:: Source information ::
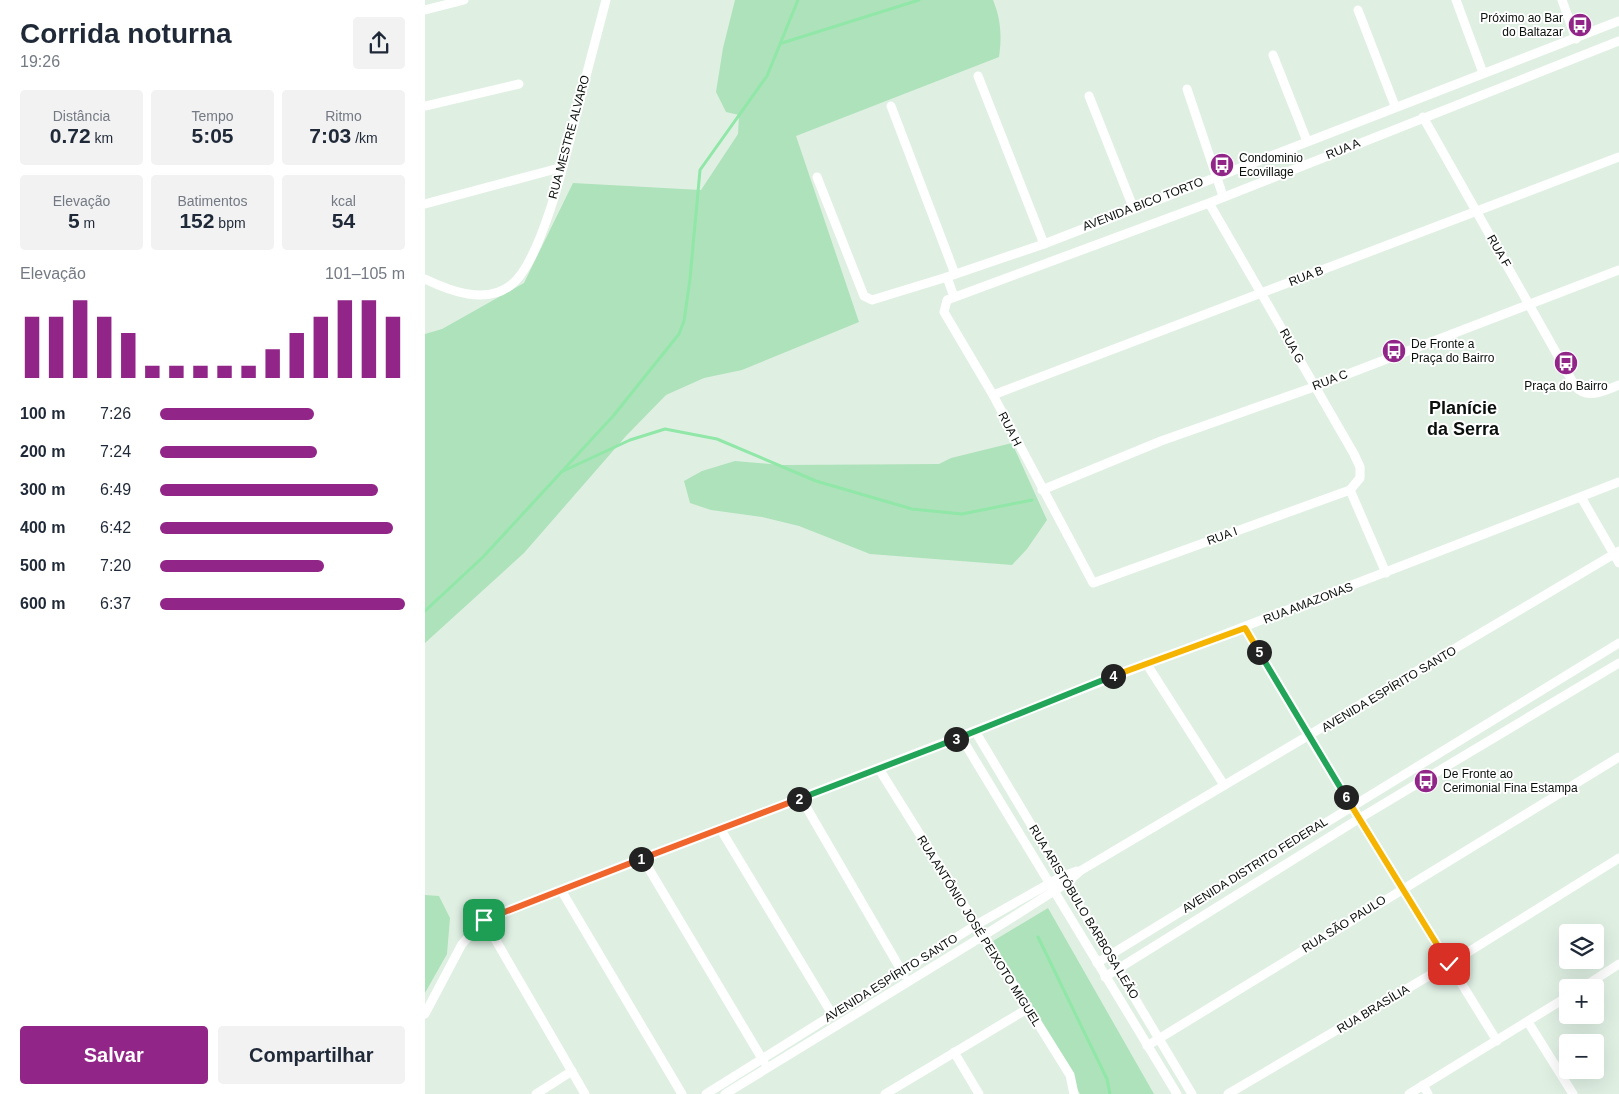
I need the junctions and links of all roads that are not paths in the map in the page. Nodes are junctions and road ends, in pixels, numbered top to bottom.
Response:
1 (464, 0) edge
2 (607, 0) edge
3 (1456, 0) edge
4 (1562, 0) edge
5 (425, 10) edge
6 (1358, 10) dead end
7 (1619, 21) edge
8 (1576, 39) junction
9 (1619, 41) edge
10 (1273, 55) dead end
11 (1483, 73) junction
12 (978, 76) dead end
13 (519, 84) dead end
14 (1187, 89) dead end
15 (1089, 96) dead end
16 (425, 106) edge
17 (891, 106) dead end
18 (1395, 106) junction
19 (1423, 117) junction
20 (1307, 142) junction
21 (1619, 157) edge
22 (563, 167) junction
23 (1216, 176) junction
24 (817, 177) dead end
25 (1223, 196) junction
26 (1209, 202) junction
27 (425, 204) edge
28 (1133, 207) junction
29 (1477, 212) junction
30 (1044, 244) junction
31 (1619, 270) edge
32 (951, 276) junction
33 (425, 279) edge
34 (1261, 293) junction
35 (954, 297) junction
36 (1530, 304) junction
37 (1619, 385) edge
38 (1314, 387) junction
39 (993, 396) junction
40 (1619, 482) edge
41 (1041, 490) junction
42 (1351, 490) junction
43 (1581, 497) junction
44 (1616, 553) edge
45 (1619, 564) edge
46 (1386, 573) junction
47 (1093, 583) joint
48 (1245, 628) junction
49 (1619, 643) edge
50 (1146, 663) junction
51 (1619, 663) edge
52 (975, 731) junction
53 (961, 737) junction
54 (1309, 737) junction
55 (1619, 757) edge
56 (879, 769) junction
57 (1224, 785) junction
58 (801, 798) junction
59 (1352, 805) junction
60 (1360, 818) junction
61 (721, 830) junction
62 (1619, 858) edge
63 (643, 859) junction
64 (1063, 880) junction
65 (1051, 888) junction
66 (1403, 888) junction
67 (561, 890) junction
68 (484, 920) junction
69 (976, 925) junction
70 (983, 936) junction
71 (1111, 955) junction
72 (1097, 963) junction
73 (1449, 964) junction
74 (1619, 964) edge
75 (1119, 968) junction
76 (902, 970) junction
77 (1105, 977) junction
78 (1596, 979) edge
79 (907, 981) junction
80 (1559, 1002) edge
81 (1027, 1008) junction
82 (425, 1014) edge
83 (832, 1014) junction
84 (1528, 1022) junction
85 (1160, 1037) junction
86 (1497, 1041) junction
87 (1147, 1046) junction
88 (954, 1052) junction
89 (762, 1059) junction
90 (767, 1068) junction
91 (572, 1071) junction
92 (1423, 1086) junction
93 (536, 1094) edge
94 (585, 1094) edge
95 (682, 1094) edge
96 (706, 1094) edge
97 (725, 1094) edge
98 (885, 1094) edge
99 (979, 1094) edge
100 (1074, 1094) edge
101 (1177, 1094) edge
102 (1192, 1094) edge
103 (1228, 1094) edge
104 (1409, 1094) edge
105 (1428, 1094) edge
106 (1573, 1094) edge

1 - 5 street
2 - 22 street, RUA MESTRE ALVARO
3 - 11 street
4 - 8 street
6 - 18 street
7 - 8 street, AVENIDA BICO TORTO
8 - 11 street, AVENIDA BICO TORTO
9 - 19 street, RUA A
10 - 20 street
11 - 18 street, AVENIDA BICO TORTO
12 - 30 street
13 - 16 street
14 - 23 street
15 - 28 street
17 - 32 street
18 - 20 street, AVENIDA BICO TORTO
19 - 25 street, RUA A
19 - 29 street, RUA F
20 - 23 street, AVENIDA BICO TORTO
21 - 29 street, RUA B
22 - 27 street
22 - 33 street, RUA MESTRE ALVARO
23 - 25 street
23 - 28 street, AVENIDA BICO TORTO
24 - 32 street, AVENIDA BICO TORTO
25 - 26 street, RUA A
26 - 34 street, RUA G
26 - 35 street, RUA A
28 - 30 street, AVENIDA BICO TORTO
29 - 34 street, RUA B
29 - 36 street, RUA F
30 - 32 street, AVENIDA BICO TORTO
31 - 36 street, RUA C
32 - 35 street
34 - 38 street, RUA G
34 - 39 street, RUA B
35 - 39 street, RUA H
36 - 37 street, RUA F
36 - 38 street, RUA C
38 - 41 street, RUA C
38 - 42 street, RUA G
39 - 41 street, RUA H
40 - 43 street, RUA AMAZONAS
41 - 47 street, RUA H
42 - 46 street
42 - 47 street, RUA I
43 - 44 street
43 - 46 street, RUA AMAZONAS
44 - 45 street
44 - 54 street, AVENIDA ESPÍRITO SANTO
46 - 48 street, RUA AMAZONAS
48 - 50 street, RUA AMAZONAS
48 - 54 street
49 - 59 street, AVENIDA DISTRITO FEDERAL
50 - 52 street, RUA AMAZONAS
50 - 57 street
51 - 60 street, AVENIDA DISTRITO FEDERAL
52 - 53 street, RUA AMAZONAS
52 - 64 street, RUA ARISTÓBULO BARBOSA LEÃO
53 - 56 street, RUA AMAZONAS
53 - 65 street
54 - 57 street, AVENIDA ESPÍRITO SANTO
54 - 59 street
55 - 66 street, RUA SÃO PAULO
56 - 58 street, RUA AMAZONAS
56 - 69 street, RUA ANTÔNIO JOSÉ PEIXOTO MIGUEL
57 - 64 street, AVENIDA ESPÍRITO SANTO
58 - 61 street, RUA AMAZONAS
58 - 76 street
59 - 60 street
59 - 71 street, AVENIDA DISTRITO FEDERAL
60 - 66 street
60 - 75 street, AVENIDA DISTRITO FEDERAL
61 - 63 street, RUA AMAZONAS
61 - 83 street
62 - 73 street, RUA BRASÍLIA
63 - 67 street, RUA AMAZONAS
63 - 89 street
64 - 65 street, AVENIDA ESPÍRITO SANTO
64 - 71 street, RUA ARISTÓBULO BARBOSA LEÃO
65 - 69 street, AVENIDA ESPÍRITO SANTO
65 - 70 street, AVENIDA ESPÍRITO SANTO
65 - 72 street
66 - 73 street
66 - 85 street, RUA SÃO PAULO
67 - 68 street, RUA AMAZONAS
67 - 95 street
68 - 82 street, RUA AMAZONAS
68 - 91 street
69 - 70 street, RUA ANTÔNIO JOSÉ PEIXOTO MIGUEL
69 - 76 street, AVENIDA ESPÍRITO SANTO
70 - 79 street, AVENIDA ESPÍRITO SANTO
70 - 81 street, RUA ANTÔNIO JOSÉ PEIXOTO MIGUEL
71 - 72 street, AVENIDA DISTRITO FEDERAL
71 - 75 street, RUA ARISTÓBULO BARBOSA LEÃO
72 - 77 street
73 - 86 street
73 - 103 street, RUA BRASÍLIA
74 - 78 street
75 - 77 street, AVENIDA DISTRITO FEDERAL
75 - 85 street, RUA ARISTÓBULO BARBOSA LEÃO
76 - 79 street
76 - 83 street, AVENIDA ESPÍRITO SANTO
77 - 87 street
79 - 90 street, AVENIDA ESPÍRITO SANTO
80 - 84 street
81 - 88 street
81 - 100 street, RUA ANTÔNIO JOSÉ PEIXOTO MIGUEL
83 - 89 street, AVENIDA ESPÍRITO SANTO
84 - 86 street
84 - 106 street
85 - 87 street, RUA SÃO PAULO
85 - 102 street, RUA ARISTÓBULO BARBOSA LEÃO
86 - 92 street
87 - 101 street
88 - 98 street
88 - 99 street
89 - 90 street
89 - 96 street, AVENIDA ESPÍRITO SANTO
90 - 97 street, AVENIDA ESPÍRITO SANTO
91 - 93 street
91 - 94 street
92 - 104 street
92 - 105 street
:::
__Problem requirements__
Please print the records above word for word, leaving every image out.

__Task output__
I need the junctions and links of all roads that are not paths in the map in the page. Nodes are junctions and road ends, in pixels, numbered top to bottom.
Response:
1 (464, 0) edge
2 (607, 0) edge
3 (1456, 0) edge
4 (1562, 0) edge
5 (425, 10) edge
6 (1358, 10) dead end
7 (1619, 21) edge
8 (1576, 39) junction
9 (1619, 41) edge
10 (1273, 55) dead end
11 (1483, 73) junction
12 (978, 76) dead end
13 (519, 84) dead end
14 (1187, 89) dead end
15 (1089, 96) dead end
16 (425, 106) edge
17 (891, 106) dead end
18 (1395, 106) junction
19 (1423, 117) junction
20 (1307, 142) junction
21 (1619, 157) edge
22 (563, 167) junction
23 (1216, 176) junction
24 (817, 177) dead end
25 (1223, 196) junction
26 (1209, 202) junction
27 (425, 204) edge
28 (1133, 207) junction
29 (1477, 212) junction
30 (1044, 244) junction
31 (1619, 270) edge
32 (951, 276) junction
33 (425, 279) edge
34 (1261, 293) junction
35 (954, 297) junction
36 (1530, 304) junction
37 (1619, 385) edge
38 (1314, 387) junction
39 (993, 396) junction
40 (1619, 482) edge
41 (1041, 490) junction
42 (1351, 490) junction
43 (1581, 497) junction
44 (1616, 553) edge
45 (1619, 564) edge
46 (1386, 573) junction
47 (1093, 583) joint
48 (1245, 628) junction
49 (1619, 643) edge
50 (1146, 663) junction
51 (1619, 663) edge
52 (975, 731) junction
53 (961, 737) junction
54 (1309, 737) junction
55 (1619, 757) edge
56 (879, 769) junction
57 (1224, 785) junction
58 (801, 798) junction
59 (1352, 805) junction
60 (1360, 818) junction
61 (721, 830) junction
62 (1619, 858) edge
63 (643, 859) junction
64 (1063, 880) junction
65 (1051, 888) junction
66 (1403, 888) junction
67 (561, 890) junction
68 (484, 920) junction
69 (976, 925) junction
70 (983, 936) junction
71 (1111, 955) junction
72 (1097, 963) junction
73 (1449, 964) junction
74 (1619, 964) edge
75 (1119, 968) junction
76 (902, 970) junction
77 (1105, 977) junction
78 (1596, 979) edge
79 (907, 981) junction
80 (1559, 1002) edge
81 (1027, 1008) junction
82 (425, 1014) edge
83 (832, 1014) junction
84 (1528, 1022) junction
85 (1160, 1037) junction
86 (1497, 1041) junction
87 (1147, 1046) junction
88 (954, 1052) junction
89 (762, 1059) junction
90 (767, 1068) junction
91 (572, 1071) junction
92 (1423, 1086) junction
93 (536, 1094) edge
94 (585, 1094) edge
95 (682, 1094) edge
96 (706, 1094) edge
97 (725, 1094) edge
98 (885, 1094) edge
99 (979, 1094) edge
100 (1074, 1094) edge
101 (1177, 1094) edge
102 (1192, 1094) edge
103 (1228, 1094) edge
104 (1409, 1094) edge
105 (1428, 1094) edge
106 (1573, 1094) edge

1 - 5 street
2 - 22 street, RUA MESTRE ALVARO
3 - 11 street
4 - 8 street
6 - 18 street
7 - 8 street, AVENIDA BICO TORTO
8 - 11 street, AVENIDA BICO TORTO
9 - 19 street, RUA A
10 - 20 street
11 - 18 street, AVENIDA BICO TORTO
12 - 30 street
13 - 16 street
14 - 23 street
15 - 28 street
17 - 32 street
18 - 20 street, AVENIDA BICO TORTO
19 - 25 street, RUA A
19 - 29 street, RUA F
20 - 23 street, AVENIDA BICO TORTO
21 - 29 street, RUA B
22 - 27 street
22 - 33 street, RUA MESTRE ALVARO
23 - 25 street
23 - 28 street, AVENIDA BICO TORTO
24 - 32 street, AVENIDA BICO TORTO
25 - 26 street, RUA A
26 - 34 street, RUA G
26 - 35 street, RUA A
28 - 30 street, AVENIDA BICO TORTO
29 - 34 street, RUA B
29 - 36 street, RUA F
30 - 32 street, AVENIDA BICO TORTO
31 - 36 street, RUA C
32 - 35 street
34 - 38 street, RUA G
34 - 39 street, RUA B
35 - 39 street, RUA H
36 - 37 street, RUA F
36 - 38 street, RUA C
38 - 41 street, RUA C
38 - 42 street, RUA G
39 - 41 street, RUA H
40 - 43 street, RUA AMAZONAS
41 - 47 street, RUA H
42 - 46 street
42 - 47 street, RUA I
43 - 44 street
43 - 46 street, RUA AMAZONAS
44 - 45 street
44 - 54 street, AVENIDA ESPÍRITO SANTO
46 - 48 street, RUA AMAZONAS
48 - 50 street, RUA AMAZONAS
48 - 54 street
49 - 59 street, AVENIDA DISTRITO FEDERAL
50 - 52 street, RUA AMAZONAS
50 - 57 street
51 - 60 street, AVENIDA DISTRITO FEDERAL
52 - 53 street, RUA AMAZONAS
52 - 64 street, RUA ARISTÓBULO BARBOSA LEÃO
53 - 56 street, RUA AMAZONAS
53 - 65 street
54 - 57 street, AVENIDA ESPÍRITO SANTO
54 - 59 street
55 - 66 street, RUA SÃO PAULO
56 - 58 street, RUA AMAZONAS
56 - 69 street, RUA ANTÔNIO JOSÉ PEIXOTO MIGUEL
57 - 64 street, AVENIDA ESPÍRITO SANTO
58 - 61 street, RUA AMAZONAS
58 - 76 street
59 - 60 street
59 - 71 street, AVENIDA DISTRITO FEDERAL
60 - 66 street
60 - 75 street, AVENIDA DISTRITO FEDERAL
61 - 63 street, RUA AMAZONAS
61 - 83 street
62 - 73 street, RUA BRASÍLIA
63 - 67 street, RUA AMAZONAS
63 - 89 street
64 - 65 street, AVENIDA ESPÍRITO SANTO
64 - 71 street, RUA ARISTÓBULO BARBOSA LEÃO
65 - 69 street, AVENIDA ESPÍRITO SANTO
65 - 70 street, AVENIDA ESPÍRITO SANTO
65 - 72 street
66 - 73 street
66 - 85 street, RUA SÃO PAULO
67 - 68 street, RUA AMAZONAS
67 - 95 street
68 - 82 street, RUA AMAZONAS
68 - 91 street
69 - 70 street, RUA ANTÔNIO JOSÉ PEIXOTO MIGUEL
69 - 76 street, AVENIDA ESPÍRITO SANTO
70 - 79 street, AVENIDA ESPÍRITO SANTO
70 - 81 street, RUA ANTÔNIO JOSÉ PEIXOTO MIGUEL
71 - 72 street, AVENIDA DISTRITO FEDERAL
71 - 75 street, RUA ARISTÓBULO BARBOSA LEÃO
72 - 77 street
73 - 86 street
73 - 103 street, RUA BRASÍLIA
74 - 78 street
75 - 77 street, AVENIDA DISTRITO FEDERAL
75 - 85 street, RUA ARISTÓBULO BARBOSA LEÃO
76 - 79 street
76 - 83 street, AVENIDA ESPÍRITO SANTO
77 - 87 street
79 - 90 street, AVENIDA ESPÍRITO SANTO
80 - 84 street
81 - 88 street
81 - 100 street, RUA ANTÔNIO JOSÉ PEIXOTO MIGUEL
83 - 89 street, AVENIDA ESPÍRITO SANTO
84 - 86 street
84 - 106 street
85 - 87 street, RUA SÃO PAULO
85 - 102 street, RUA ARISTÓBULO BARBOSA LEÃO
86 - 92 street
87 - 101 street
88 - 98 street
88 - 99 street
89 - 90 street
89 - 96 street, AVENIDA ESPÍRITO SANTO
90 - 97 street, AVENIDA ESPÍRITO SANTO
91 - 93 street
91 - 94 street
92 - 104 street
92 - 105 street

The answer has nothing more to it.